[Extracted data entries]
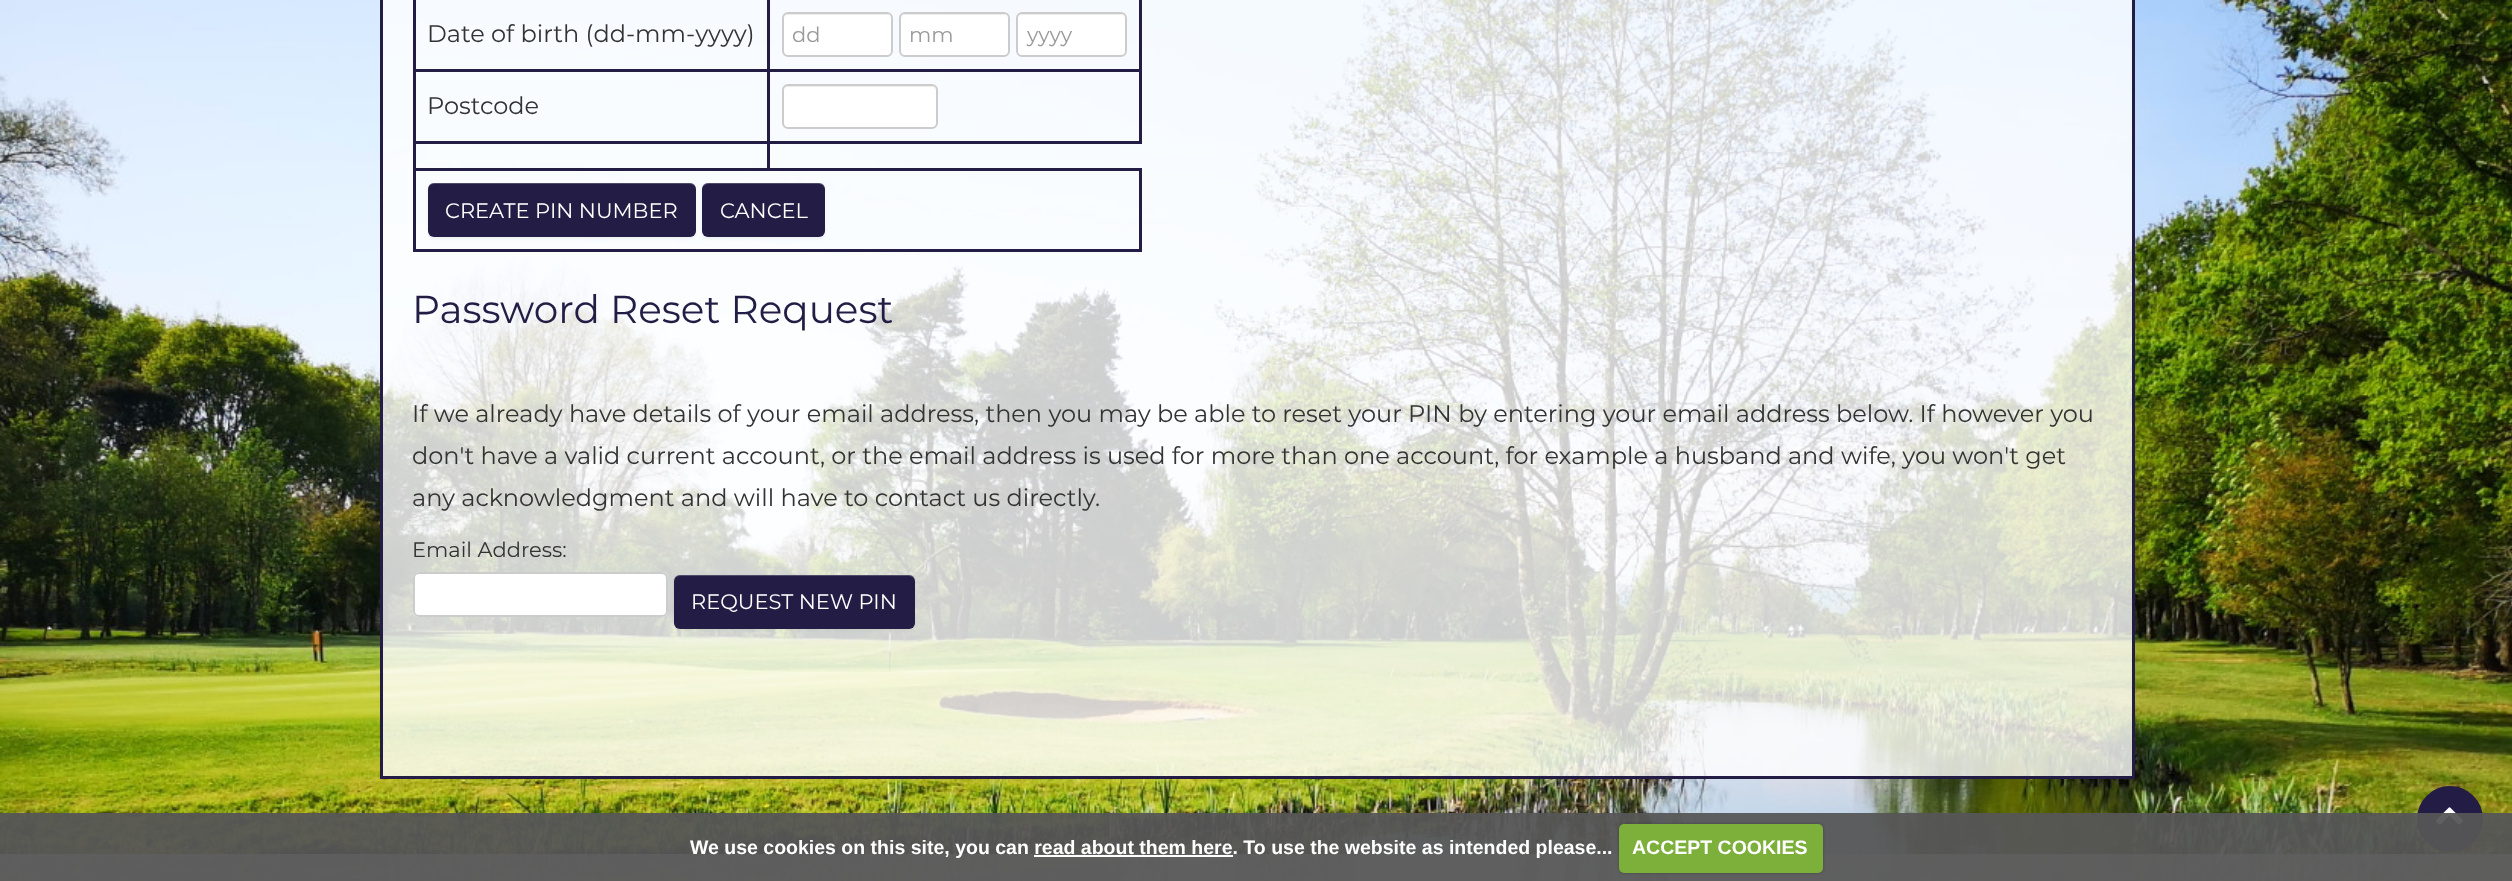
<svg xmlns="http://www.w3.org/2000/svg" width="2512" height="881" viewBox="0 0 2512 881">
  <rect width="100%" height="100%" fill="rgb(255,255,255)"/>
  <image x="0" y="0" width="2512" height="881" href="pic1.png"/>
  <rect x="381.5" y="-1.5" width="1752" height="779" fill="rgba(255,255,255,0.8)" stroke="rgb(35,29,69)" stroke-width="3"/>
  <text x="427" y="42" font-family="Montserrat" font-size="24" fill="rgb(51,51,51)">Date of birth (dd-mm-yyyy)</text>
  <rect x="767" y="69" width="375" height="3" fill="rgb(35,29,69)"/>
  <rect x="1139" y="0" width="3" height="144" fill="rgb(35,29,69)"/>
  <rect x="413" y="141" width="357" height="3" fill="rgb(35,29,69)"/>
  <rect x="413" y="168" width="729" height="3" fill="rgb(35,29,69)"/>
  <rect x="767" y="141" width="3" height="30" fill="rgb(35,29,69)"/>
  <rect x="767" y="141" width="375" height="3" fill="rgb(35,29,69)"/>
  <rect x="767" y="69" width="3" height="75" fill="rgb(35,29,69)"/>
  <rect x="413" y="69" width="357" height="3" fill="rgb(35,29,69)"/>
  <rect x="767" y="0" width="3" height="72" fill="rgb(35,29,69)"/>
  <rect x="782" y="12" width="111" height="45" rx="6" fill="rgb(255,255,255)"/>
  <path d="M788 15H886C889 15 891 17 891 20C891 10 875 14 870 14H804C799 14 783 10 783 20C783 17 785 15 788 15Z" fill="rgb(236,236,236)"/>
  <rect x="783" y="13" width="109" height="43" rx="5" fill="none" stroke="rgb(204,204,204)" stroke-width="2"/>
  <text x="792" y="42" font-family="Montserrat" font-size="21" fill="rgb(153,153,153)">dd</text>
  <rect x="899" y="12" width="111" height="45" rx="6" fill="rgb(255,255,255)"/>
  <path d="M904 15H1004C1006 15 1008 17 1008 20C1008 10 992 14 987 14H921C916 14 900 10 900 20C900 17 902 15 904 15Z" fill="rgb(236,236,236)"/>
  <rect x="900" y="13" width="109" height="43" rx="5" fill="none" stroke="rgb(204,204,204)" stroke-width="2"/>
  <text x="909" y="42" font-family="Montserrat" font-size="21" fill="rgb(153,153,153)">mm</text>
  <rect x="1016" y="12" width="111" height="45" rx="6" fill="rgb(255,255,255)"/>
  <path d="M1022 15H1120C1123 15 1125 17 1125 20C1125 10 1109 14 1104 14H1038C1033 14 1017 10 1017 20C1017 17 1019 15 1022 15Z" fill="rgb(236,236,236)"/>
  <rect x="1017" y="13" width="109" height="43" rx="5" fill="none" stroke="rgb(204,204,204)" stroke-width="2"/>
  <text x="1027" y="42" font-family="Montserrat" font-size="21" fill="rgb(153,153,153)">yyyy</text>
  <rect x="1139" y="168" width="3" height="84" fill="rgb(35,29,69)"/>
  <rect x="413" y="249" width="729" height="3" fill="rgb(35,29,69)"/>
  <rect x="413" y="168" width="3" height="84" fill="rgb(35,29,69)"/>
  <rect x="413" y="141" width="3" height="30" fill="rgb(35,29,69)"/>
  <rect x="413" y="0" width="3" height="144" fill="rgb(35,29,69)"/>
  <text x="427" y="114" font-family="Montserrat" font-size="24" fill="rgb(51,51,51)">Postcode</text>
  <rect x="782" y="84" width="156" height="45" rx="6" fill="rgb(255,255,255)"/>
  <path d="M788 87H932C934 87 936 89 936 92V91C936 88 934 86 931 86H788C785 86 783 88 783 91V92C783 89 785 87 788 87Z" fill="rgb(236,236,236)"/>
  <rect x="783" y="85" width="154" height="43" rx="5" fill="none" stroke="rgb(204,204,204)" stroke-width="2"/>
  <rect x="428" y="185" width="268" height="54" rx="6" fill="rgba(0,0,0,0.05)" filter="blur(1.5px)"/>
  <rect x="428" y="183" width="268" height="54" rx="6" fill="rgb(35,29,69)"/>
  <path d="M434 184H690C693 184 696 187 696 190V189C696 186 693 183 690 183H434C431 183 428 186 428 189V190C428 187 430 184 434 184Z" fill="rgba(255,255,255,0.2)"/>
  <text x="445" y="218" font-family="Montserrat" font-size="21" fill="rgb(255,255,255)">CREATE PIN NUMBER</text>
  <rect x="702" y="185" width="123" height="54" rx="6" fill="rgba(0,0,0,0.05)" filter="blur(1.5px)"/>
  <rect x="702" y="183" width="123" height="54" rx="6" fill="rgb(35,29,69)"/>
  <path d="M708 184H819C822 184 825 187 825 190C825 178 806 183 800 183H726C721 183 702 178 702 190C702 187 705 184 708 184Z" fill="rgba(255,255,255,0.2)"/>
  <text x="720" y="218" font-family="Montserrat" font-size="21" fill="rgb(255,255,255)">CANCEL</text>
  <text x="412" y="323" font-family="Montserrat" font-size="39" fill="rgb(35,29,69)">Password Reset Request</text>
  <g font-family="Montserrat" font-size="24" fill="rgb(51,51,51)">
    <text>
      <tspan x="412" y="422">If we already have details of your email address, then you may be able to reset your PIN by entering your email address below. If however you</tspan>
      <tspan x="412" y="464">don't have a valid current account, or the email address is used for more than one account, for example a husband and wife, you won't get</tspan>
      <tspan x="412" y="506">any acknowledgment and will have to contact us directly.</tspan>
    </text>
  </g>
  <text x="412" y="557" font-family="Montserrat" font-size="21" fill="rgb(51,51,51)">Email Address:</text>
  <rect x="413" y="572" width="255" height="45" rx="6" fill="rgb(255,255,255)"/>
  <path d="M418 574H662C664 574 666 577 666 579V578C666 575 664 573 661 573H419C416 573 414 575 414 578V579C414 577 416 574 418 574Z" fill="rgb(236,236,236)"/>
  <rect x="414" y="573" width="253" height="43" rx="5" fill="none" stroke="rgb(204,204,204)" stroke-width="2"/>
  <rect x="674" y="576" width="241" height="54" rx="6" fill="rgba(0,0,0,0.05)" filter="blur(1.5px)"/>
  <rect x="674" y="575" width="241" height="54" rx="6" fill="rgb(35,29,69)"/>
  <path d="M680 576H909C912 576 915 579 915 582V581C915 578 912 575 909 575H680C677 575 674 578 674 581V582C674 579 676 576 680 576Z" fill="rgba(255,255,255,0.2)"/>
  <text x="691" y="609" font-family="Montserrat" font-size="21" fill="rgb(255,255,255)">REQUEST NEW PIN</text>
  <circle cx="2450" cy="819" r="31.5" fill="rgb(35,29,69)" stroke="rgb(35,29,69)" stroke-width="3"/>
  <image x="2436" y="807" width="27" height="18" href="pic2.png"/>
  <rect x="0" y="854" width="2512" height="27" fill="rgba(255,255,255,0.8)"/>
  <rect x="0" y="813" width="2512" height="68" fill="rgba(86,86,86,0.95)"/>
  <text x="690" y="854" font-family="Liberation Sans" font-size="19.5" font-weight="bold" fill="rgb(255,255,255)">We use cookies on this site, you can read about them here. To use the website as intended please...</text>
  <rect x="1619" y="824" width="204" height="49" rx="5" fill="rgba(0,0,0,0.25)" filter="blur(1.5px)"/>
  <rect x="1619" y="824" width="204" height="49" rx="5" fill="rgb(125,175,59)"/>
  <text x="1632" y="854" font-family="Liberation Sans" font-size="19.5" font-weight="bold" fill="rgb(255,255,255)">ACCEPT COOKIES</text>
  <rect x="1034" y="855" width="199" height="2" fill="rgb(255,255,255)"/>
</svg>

** AIM OF THE TASK **
Print exactly the first line of the entries and every line after it through the one that contains "15H886C889 15 891", leaving the pictures out.

** SOLVED PROBLEM **
<svg xmlns="http://www.w3.org/2000/svg" width="2512" height="881" viewBox="0 0 2512 881">
  <rect width="100%" height="100%" fill="rgb(255,255,255)"/>
  <image x="0" y="0" width="2512" height="881" href="pic1.png"/>
  <rect x="381.5" y="-1.5" width="1752" height="779" fill="rgba(255,255,255,0.8)" stroke="rgb(35,29,69)" stroke-width="3"/>
  <text x="427" y="42" font-family="Montserrat" font-size="24" fill="rgb(51,51,51)">Date of birth (dd-mm-yyyy)</text>
  <rect x="767" y="69" width="375" height="3" fill="rgb(35,29,69)"/>
  <rect x="1139" y="0" width="3" height="144" fill="rgb(35,29,69)"/>
  <rect x="413" y="141" width="357" height="3" fill="rgb(35,29,69)"/>
  <rect x="413" y="168" width="729" height="3" fill="rgb(35,29,69)"/>
  <rect x="767" y="141" width="3" height="30" fill="rgb(35,29,69)"/>
  <rect x="767" y="141" width="375" height="3" fill="rgb(35,29,69)"/>
  <rect x="767" y="69" width="3" height="75" fill="rgb(35,29,69)"/>
  <rect x="413" y="69" width="357" height="3" fill="rgb(35,29,69)"/>
  <rect x="767" y="0" width="3" height="72" fill="rgb(35,29,69)"/>
  <rect x="782" y="12" width="111" height="45" rx="6" fill="rgb(255,255,255)"/>
  <path d="M788 15H886C889 15 891 17 891 20C891 10 875 14 870 14H804C799 14 783 10 783 20C783 17 785 15 788 15Z" fill="rgb(236,236,236)"/>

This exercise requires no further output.